Task to complete
Please look for the string "paths" below and report every line in which it occurs.

Collected data entries:
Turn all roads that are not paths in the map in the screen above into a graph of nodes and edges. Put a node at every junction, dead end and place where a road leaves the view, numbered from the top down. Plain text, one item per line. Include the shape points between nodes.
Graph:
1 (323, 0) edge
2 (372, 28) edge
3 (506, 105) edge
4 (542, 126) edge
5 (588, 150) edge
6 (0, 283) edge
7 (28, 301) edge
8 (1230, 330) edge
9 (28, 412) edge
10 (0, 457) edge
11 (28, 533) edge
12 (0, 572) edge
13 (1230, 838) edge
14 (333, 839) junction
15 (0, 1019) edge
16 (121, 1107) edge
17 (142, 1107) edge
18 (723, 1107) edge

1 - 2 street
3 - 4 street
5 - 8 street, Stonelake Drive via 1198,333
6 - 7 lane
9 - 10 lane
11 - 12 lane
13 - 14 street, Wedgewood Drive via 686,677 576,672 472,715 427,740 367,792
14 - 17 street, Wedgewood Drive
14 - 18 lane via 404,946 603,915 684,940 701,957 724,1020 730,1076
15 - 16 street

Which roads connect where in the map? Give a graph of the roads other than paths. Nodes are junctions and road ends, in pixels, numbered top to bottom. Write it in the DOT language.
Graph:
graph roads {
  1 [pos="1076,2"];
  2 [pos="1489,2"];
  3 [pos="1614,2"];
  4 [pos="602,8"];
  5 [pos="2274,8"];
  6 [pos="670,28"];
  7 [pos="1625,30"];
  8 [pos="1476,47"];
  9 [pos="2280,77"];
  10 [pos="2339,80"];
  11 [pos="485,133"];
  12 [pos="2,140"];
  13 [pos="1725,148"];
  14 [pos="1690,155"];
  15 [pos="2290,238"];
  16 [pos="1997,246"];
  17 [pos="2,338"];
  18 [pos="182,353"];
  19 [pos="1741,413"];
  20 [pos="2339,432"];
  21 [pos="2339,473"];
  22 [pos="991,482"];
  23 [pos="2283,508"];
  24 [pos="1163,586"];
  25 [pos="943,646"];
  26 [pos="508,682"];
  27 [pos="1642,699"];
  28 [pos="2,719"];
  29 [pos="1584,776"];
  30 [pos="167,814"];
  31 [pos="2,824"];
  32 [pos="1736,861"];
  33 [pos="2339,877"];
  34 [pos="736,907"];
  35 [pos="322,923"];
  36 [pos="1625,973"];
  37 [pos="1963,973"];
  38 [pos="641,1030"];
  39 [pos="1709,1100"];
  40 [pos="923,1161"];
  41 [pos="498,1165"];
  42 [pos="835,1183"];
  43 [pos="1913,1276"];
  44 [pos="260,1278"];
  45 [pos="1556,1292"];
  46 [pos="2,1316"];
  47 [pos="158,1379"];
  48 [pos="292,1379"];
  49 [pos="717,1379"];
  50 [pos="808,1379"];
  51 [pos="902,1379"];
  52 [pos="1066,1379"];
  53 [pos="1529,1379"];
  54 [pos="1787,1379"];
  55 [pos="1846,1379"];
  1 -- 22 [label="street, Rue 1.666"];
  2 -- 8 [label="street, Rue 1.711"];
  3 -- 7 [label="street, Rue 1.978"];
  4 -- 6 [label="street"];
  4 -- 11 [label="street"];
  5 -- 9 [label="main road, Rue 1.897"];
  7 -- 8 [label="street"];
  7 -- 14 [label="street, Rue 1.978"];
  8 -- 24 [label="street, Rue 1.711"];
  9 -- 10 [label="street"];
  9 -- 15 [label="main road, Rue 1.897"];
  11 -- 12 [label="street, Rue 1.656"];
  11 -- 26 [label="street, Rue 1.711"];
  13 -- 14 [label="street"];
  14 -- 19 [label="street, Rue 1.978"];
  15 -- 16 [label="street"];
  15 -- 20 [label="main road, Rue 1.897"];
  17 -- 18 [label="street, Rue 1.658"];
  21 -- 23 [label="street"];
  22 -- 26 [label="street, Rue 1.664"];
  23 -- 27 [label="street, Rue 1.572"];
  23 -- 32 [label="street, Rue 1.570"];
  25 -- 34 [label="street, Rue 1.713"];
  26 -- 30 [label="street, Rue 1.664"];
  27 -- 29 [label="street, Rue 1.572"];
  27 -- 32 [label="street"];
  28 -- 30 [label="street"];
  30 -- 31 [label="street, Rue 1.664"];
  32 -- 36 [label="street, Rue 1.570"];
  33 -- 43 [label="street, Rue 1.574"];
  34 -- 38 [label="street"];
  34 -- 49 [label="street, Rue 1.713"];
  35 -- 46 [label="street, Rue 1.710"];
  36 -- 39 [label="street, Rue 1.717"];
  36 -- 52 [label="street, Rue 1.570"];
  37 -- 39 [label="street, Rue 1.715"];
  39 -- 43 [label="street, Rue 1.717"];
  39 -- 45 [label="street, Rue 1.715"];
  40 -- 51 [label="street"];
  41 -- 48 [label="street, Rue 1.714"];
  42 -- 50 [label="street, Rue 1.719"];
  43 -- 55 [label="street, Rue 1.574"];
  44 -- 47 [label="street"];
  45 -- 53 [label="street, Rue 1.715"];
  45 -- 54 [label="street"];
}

Problem solution
Turn all roads that are not paths in the map in the screen above into a graph of nodes and edges. Put a node at every junction, dead end and place where a road leaves the view, numbered from the top down. Plain text, one item per line. Include the shape points between nodes.
Which roads connect where in the map? Give a graph of the roads other than paths. Nodes are junctions and road ends, in pixels, numbered top to bottom. Write it in the DOT language.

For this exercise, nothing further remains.